Summary: I think this needs to be solved by defining the term "data", of which a set is called a "dataset"

kcoyle on 24 Aug 2018

@kcoyle If I remember correctly, the Goverment Linked Data working group that developed the 2014 version of DCAT spent hours and hours trying to define the boundaries of 'data' and 'dataset' and ended up with the current definition. Everytime someone suggested a boundary, someone else brought up an example of something clearly outside of the proposed boundary that everybody agreed could be seen as a dataset. Even in your examples, we could talk endlessly about why you think a concept scheme with a SKOS/RDF expression is a dataset and a profile with a SHACL/RDF expression and a printable PDF expression isn't. It's very personal. The GLD group decided that the discussion would never lead to consensus, and settled on the view that DCAT just provided a model and a set of properties that anyone could use to describe anything that they considered to be 'curated data'. I would suggest we do not reopen that discussion and try to define 'dataset' beyond the current definition. I honestly think we're not going to achieve a 'better' definition.
And, yes, it means that someone can describe the book War and Peace as a Dataset, even if other people may think that it doesn't make sense.

makxdekkers on 24 Aug 2018

👍2

+1 to Makx. In any case, I think it can be useful to distinguish between a dataset and a profile. I can also think of other things that can be resources distributed with a dataset but are not generally considered datasets, such as images provided as visualizations of the data, or code lists, or written protocols. Whether or not you see any of those things as datasets, it can be useful for someone else to distinguish them.

agreiner on 24 Aug 2018

👍1

I think some of this was already discussed in https://github.com/w3c/dxwg/issues/64, which mentions a wide range of potential dataset types.

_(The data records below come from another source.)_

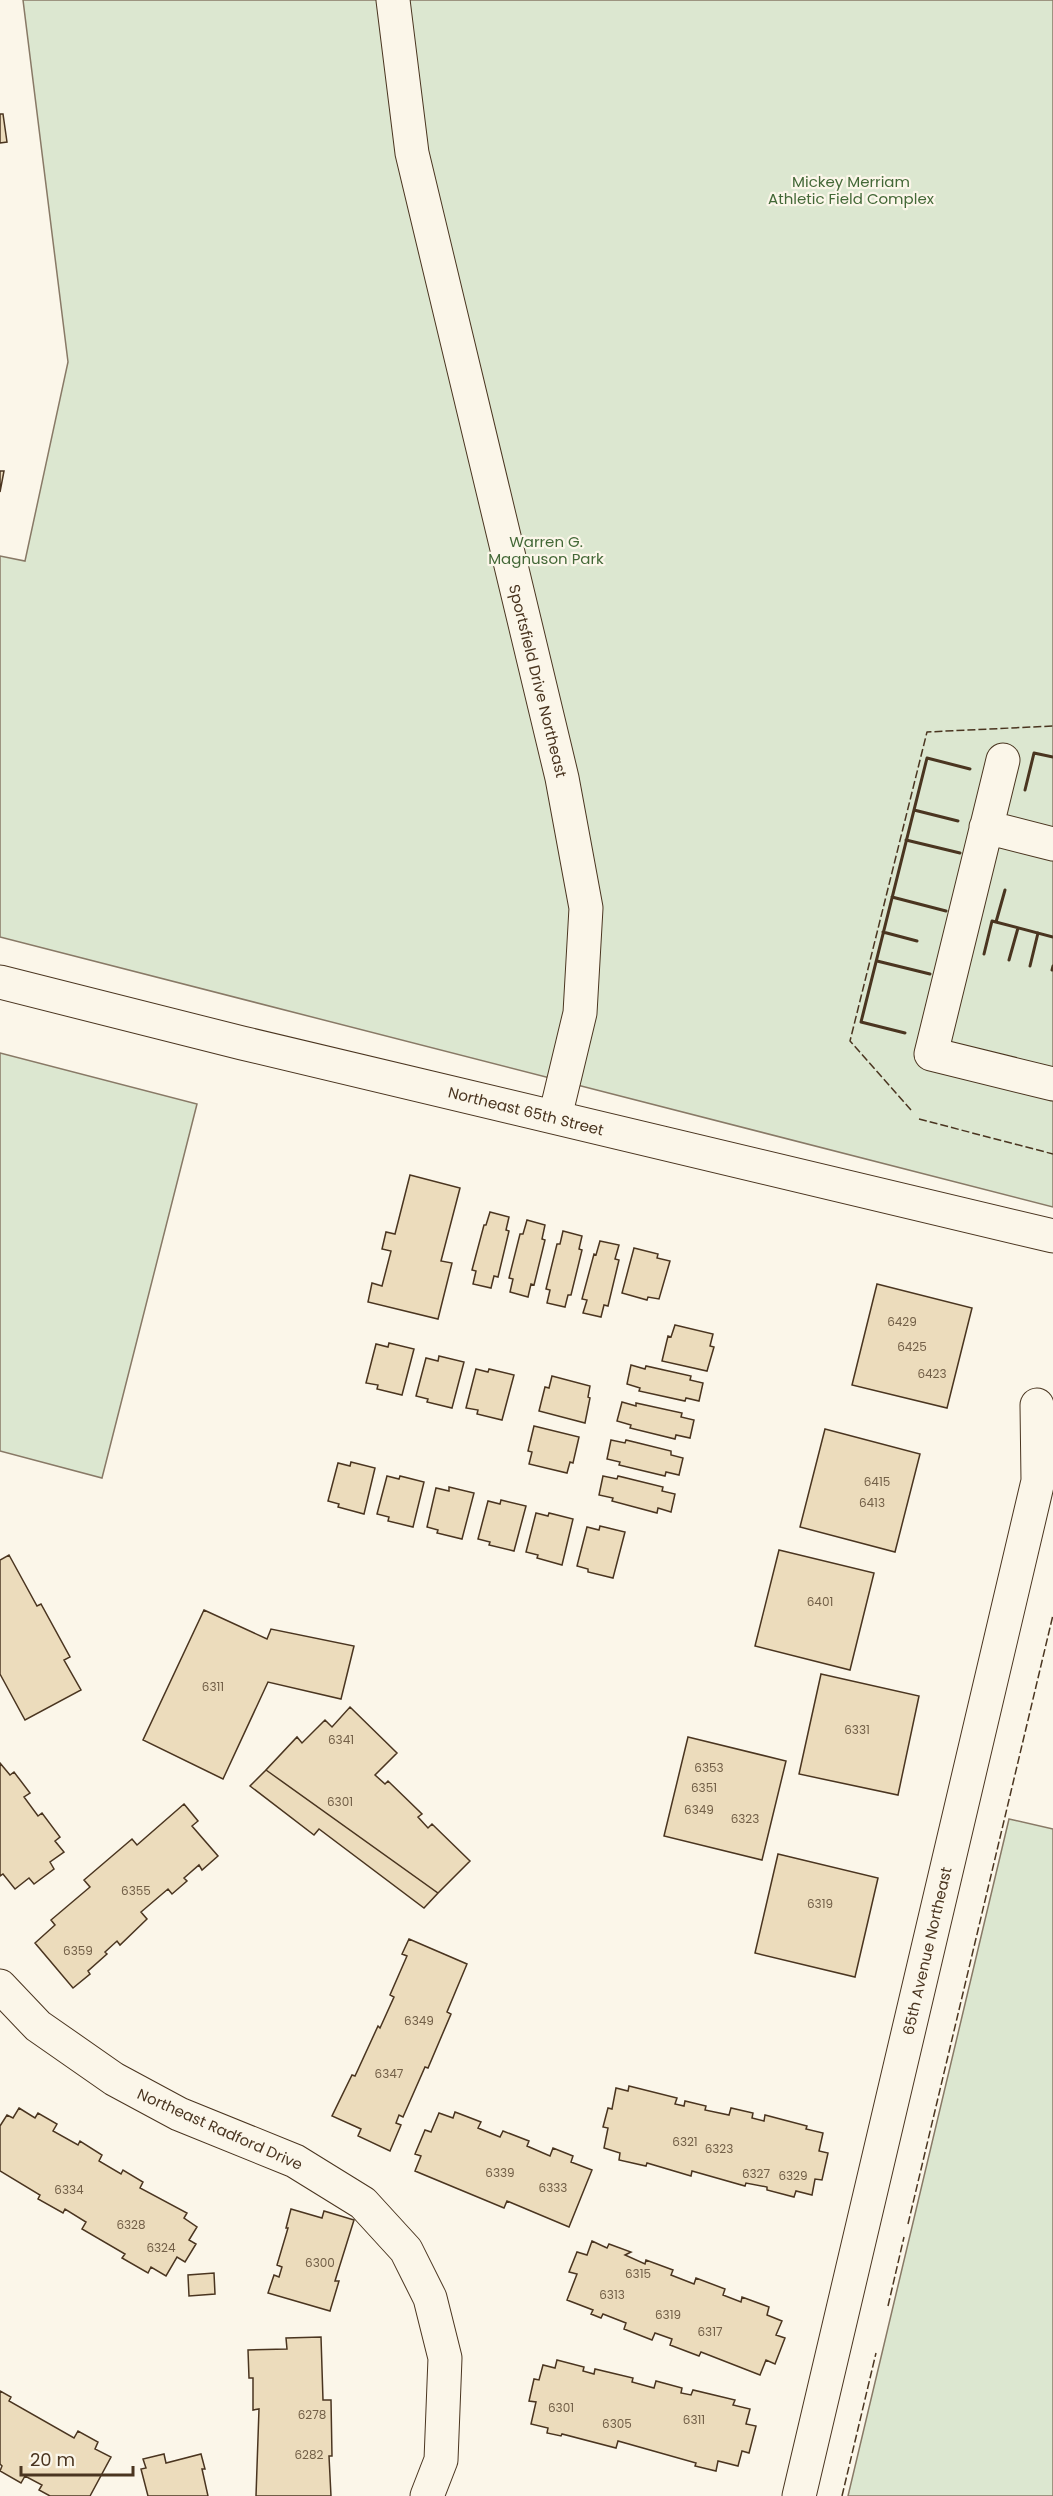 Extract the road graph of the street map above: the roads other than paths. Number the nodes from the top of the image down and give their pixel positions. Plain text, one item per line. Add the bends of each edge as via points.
1 (393, 0) edge
2 (1003, 760) dead end
3 (986, 827) junction
4 (1053, 844) edge
5 (0, 982) edge
6 (1053, 1084) edge
7 (555, 1117) junction
8 (1053, 1236) edge
9 (1037, 1405) dead end
10 (0, 1986) edge
11 (428, 2496) edge
12 (799, 2496) edge

1 - 7 street, Sportsfield Drive Northeast via 412,153 562,778 586,908 580,1013
2 - 3 street
3 - 4 street
3 - 6 street via 931,1054
5 - 7 street, Northeast 65th Street
7 - 8 street, Northeast 65th Street
9 - 12 street, 65th Avenue Northeast via 1038,1481
10 - 11 street, Northeast Radford Drive via 38,2026 114,2079 179,2114 295,2161 363,2203 406,2250 430,2298 445,2358 441,2460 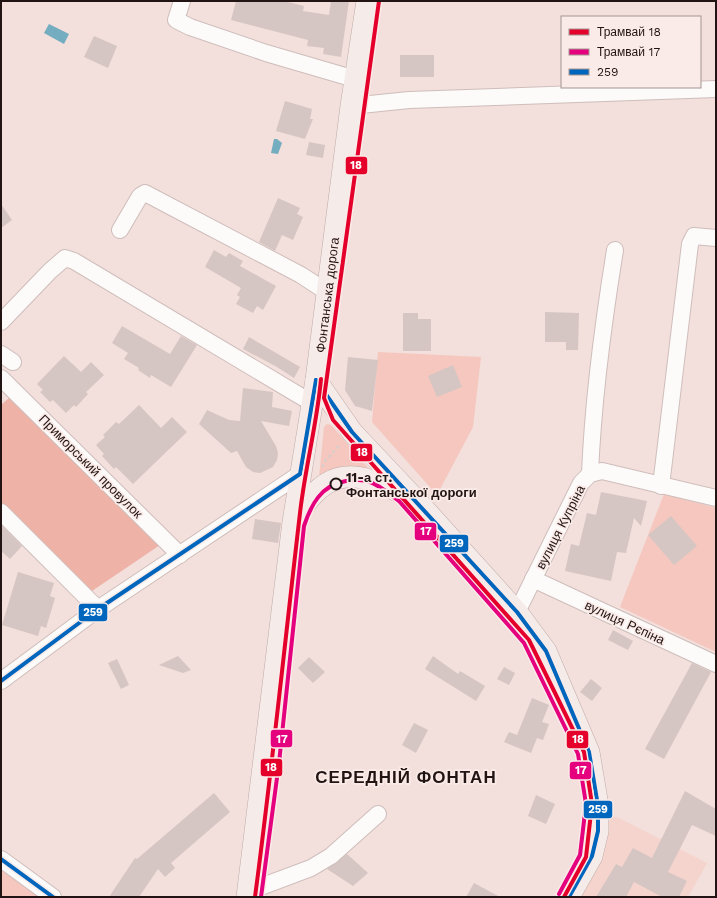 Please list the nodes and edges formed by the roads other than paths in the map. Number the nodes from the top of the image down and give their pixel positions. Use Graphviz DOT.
graph roads {
  1 [pos="182,1"];
  2 [pos="367,1"];
  3 [pos="355,79"];
  4 [pos="716,89"];
  5 [pos="351,106"];
  6 [pos="120,230"];
  7 [pos="716,238"];
  8 [pos="615,250"];
  9 [pos="327,292"];
  10 [pos="1,322"];
  11 [pos="1,378"];
  12 [pos="316,380"];
  13 [pos="312,403"];
  14 [pos="300,474"];
  15 [pos="590,474"];
  16 [pos="661,486"];
  17 [pos="716,498"];
  18 [pos="418,502"];
  19 [pos="1,512"];
  20 [pos="293,522"];
  21 [pos="180,555"];
  22 [pos="533,579"];
  23 [pos="98,609"];
  24 [pos="517,612"];
  25 [pos="716,664"];
  26 [pos="1,681"];
  27 [pos="378,814"];
  28 [pos="1,859"];
  29 [pos="247,894"];
  30 [pos="53,897"];
  31 [pos="569,897"];
  1 -- 3 [label="street"];
  2 -- 3 [label="main road, Фонтанська дорога"];
  3 -- 5 [label="main road, Фонтанська дорога"];
  4 -- 5 [label="street"];
  5 -- 9 [label="main road, Фонтанська дорога"];
  6 -- 9 [label="street"];
  7 -- 16 [label="street"];
  8 -- 15 [label="street"];
  9 -- 12 [label="main road, Фонтанська дорога"];
  10 -- 13 [label="street"];
  11 -- 21 [label="street, Приморський провулок"];
  12 -- 13 [label="main road, Фонтанська дорога"];
  12 -- 18 [label="main road"];
  13 -- 14 [label="main road, Фонтанська дорога"];
  14 -- 20 [label="main road, Фонтанська дорога"];
  14 -- 21 [label="street"];
  15 -- 16 [label="street, вулиця Купріна"];
  15 -- 22 [label="street, вулиця Купріна"];
  16 -- 17 [label="street, вулиця Купріна"];
  18 -- 20 [label="main road"];
  18 -- 24 [label="main road"];
  19 -- 23 [label="street"];
  20 -- 29 [label="main road, Фонтанська дорога"];
  21 -- 23 [label="street"];
  22 -- 24 [label="street, вулиця Купріна"];
  22 -- 25 [label="street, вулиця Рєпіна"];
  23 -- 26 [label="street"];
  24 -- 31 [label="main road"];
  27 -- 29 [label="street"];
  28 -- 30 [label="street"];
} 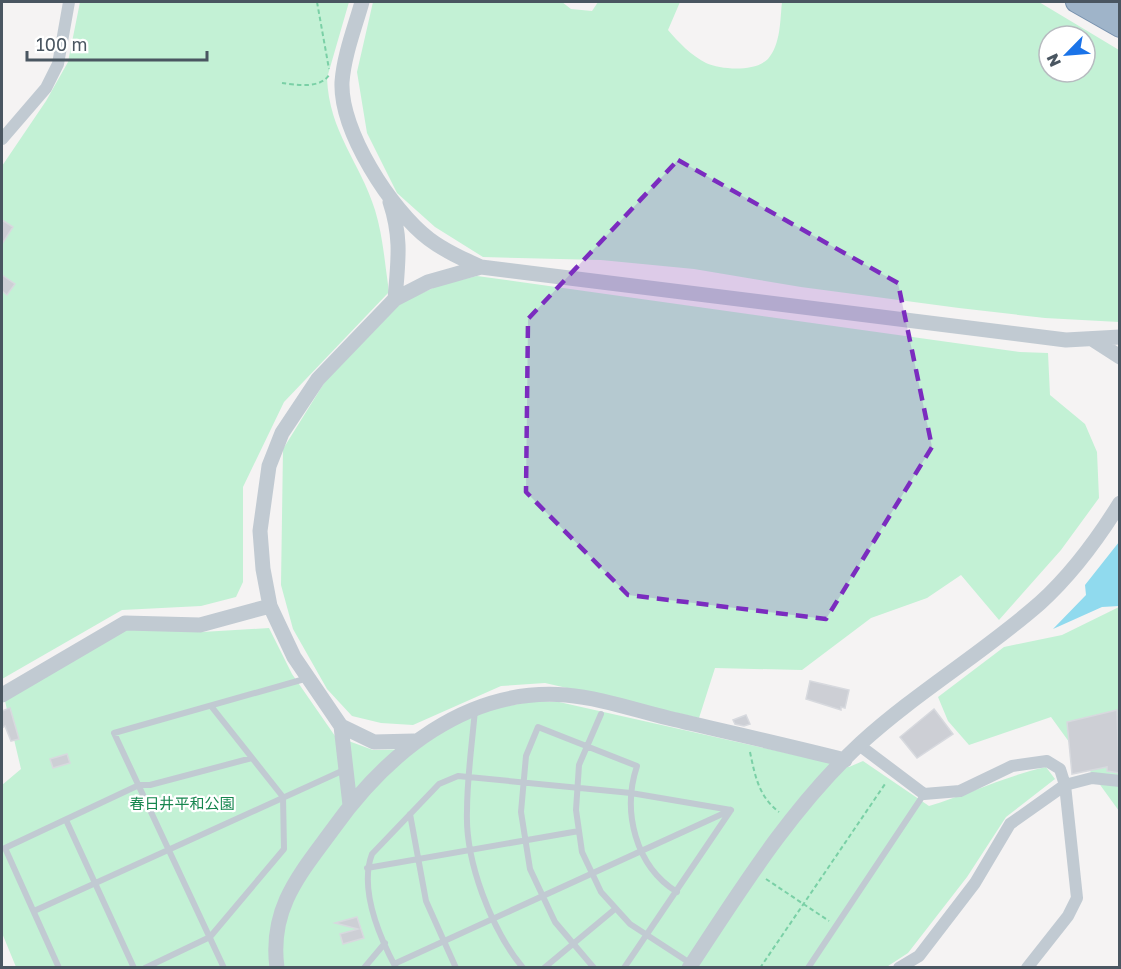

Profile could well be a genre of dataset.

makxdekkers on 24 Aug 2018

@makxdekkers That's fine with me if we accept the broader definition, which implies, although it does not state, that anything can be a dataset. In that case, a profile could be a dataset, but I'm not sure that treating it as a dataset is useful in our context. I think the criteria for deciding is "what functionality do we want around profiles?" not "what is the formalism that describes them?" Everything is an rdf:Resource but we usually go on to define more specific classes for our specific uses.

kcoyle on 24 Aug 2018

@kcoyle a PDF or a SHACL document are both concrete representations of things, therefore they cannot be Datasets - which are conceptual things. A dataset might be _represented_ by PDF or SHACL Distributions.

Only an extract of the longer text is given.